Towards A Universal Theory of Project Management
Within the past few months, I have been pushing this argument on both the academic and practicing front of my concepts which I think has the potential for leading the project management fratenity to what could be described as some form of Universal Theory of Project. My position have been discussed on CNBR, a major international construction platform and also recently posted on Linkedin.
I am still receiving comments on my thesis and I would be grateful if the KNUST community also join in sharing their views. I am looking forward to a university presentation in the very near future towards further academic critique on my concept. Kindly read on now
My thesis is, given that project management (PM) has now developed to become a world-wide discipline of academic and practical repute, there was the need to have a Universal theory that helps explain why one should adopt PM principles on a project and also a theoretical view of how this theory can be measured preferably quantitatively? What could be the theoretical implication measured quantitatively if one fails to adopt and/or deploy PM principles as against opting for traditional management principles? There is also the need to theoretically explain and defend which project types whether by size, contract type, location etc would demand PM principles and what PM maturity levels would be required? Are there universal theories already explaining the characteristics of these dynamics in projects? if not, then this is my premise.
In my view, the essence of traditional management is to increase productivity which is underpinned by the three core criteria of Time, Cost and Quality. However, the essence of PM as established from the literature is to ensure project success (cf Kerzner, 1998; 2010). This suggests that, the underlining philosophy of PM should at best be independent of the theories underpinning traditional management. Contextually, Mckinsey in conjunction with London School of Economics and partners from Standford and Harvard (www.Mckinsey.com, accessed, 7/1/2015), have argued that, in a study of 14,000 organizations in more than 30 countries, there was a suggestion that traditional management is essentially to help achieve higher productivity, market value and growth including the ability to survive in adverse conditions, - thus it could be argued that traditional management (TM) is premised on largely trying to achieve higher productivity. Alternatively, it can be argued that PM is premised largely on achieving project success. Productivity then is inherent to project success and that is the reason PM has replaced TM as the paradigm for successful project delivery in the 21st Century. So then, what could be the premise of a universal theory of PM?
Here, my hypothesis is, any potential universal PM theory should be rooted in the theories of risk management and uncertainties. Thus, it could then be argued that, PM is function of the level of risk and uncertainty in a project environment, both internal and external.

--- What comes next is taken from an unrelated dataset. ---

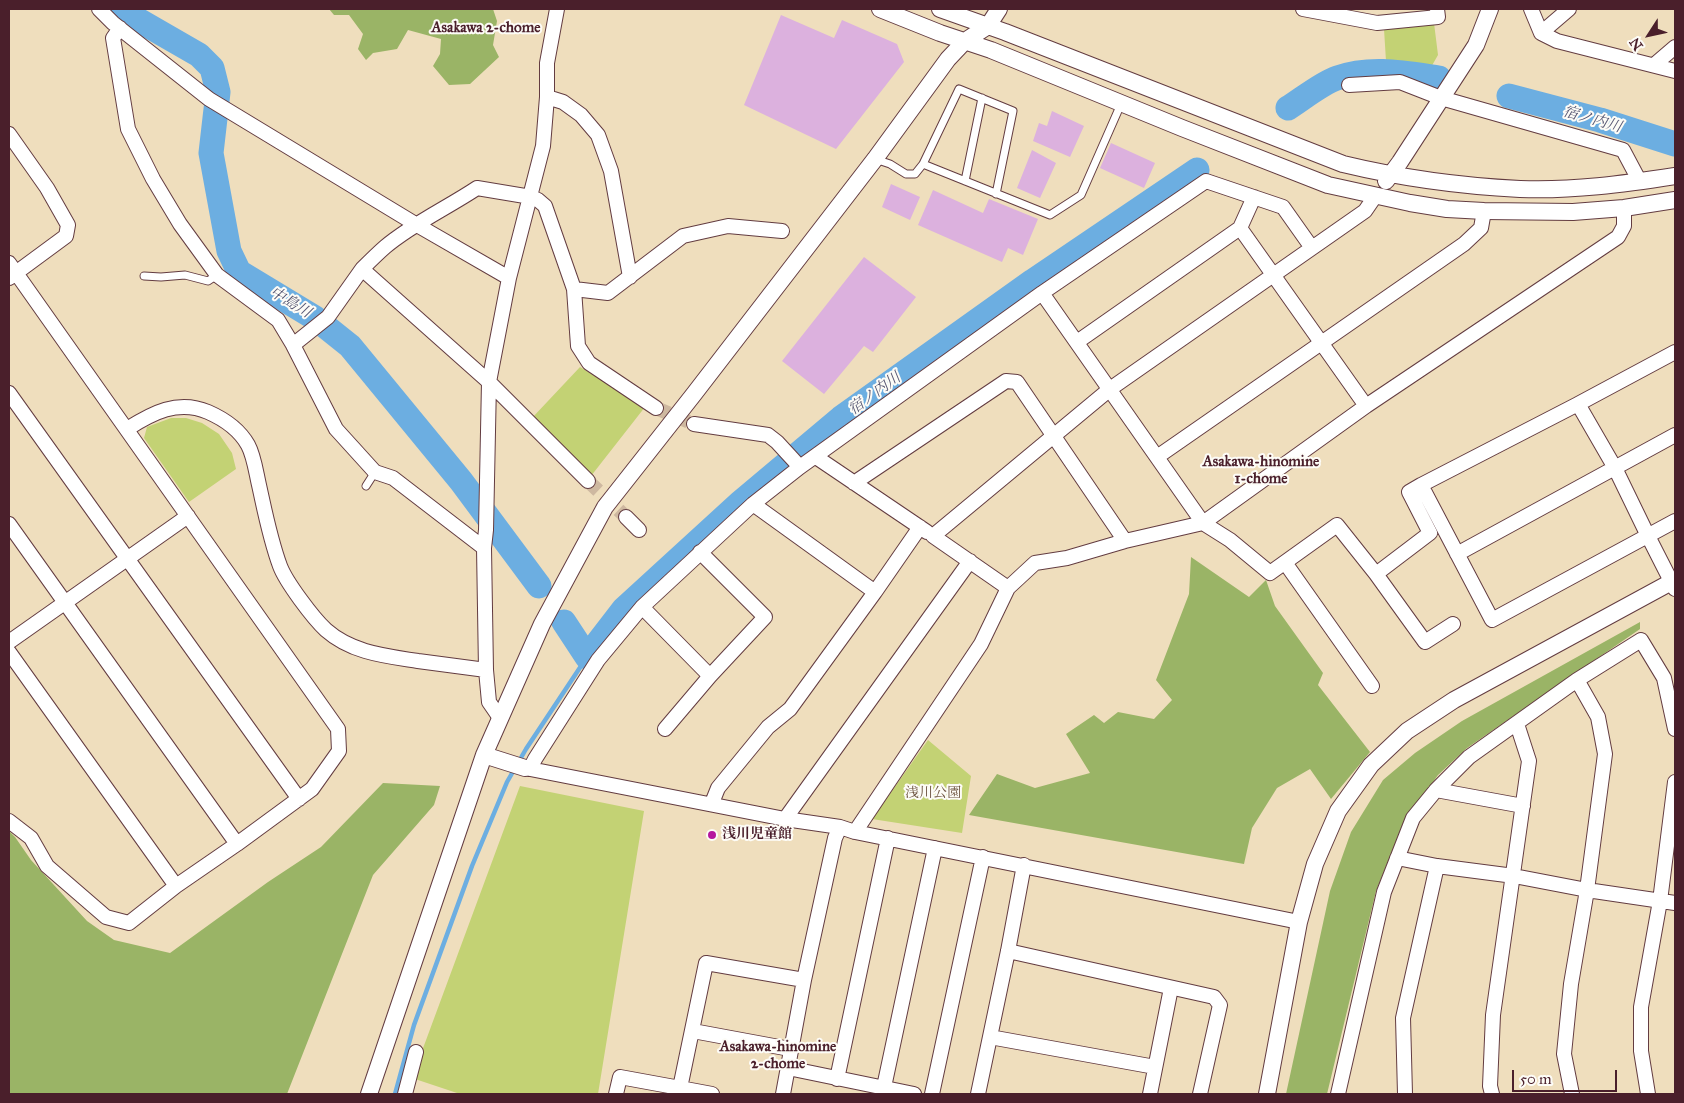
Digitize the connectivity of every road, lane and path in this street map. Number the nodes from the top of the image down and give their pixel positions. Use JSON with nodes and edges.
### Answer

Drawing on my elementary understanding of functions in "A" level mathematics.
I argue that PMdeployment ∞ RU
Where R = level of risk and U = level of uncertainty
Thus, PMdeployment = ERU,
where E is constant I will call entropy.
Entropy to my understanding is the state of a phenomenon or entity being disorderly and I think all projects are akin to be being disorderly until well management.
If my equation is right, which I hope so, then I argue that, in a typical project, if the level of uncertainty and risk are high, entropy would be high, necessitating the deployment of high maturity level of PM and vice versa. That is, if project success is the ultimate aim of a project, then PM could be explained based on the theory of uncertainty and the theory of risk management defined here as a function of "entropy" (whatever that means). So the critical question for me here is to determine what constitute "entropy" in project management (PM) and that in my thinking could be the road to developing a Universal theory of PM.
To be honest, I am not quite sure where this is heading and the position posited here remains theoretical and speculative for now albeit with some level of value judgement. Perhaps I am making sense, perhaps not. If there are any thoughts out there, I would definitely be happy to have them. Keeping my fingers crossed!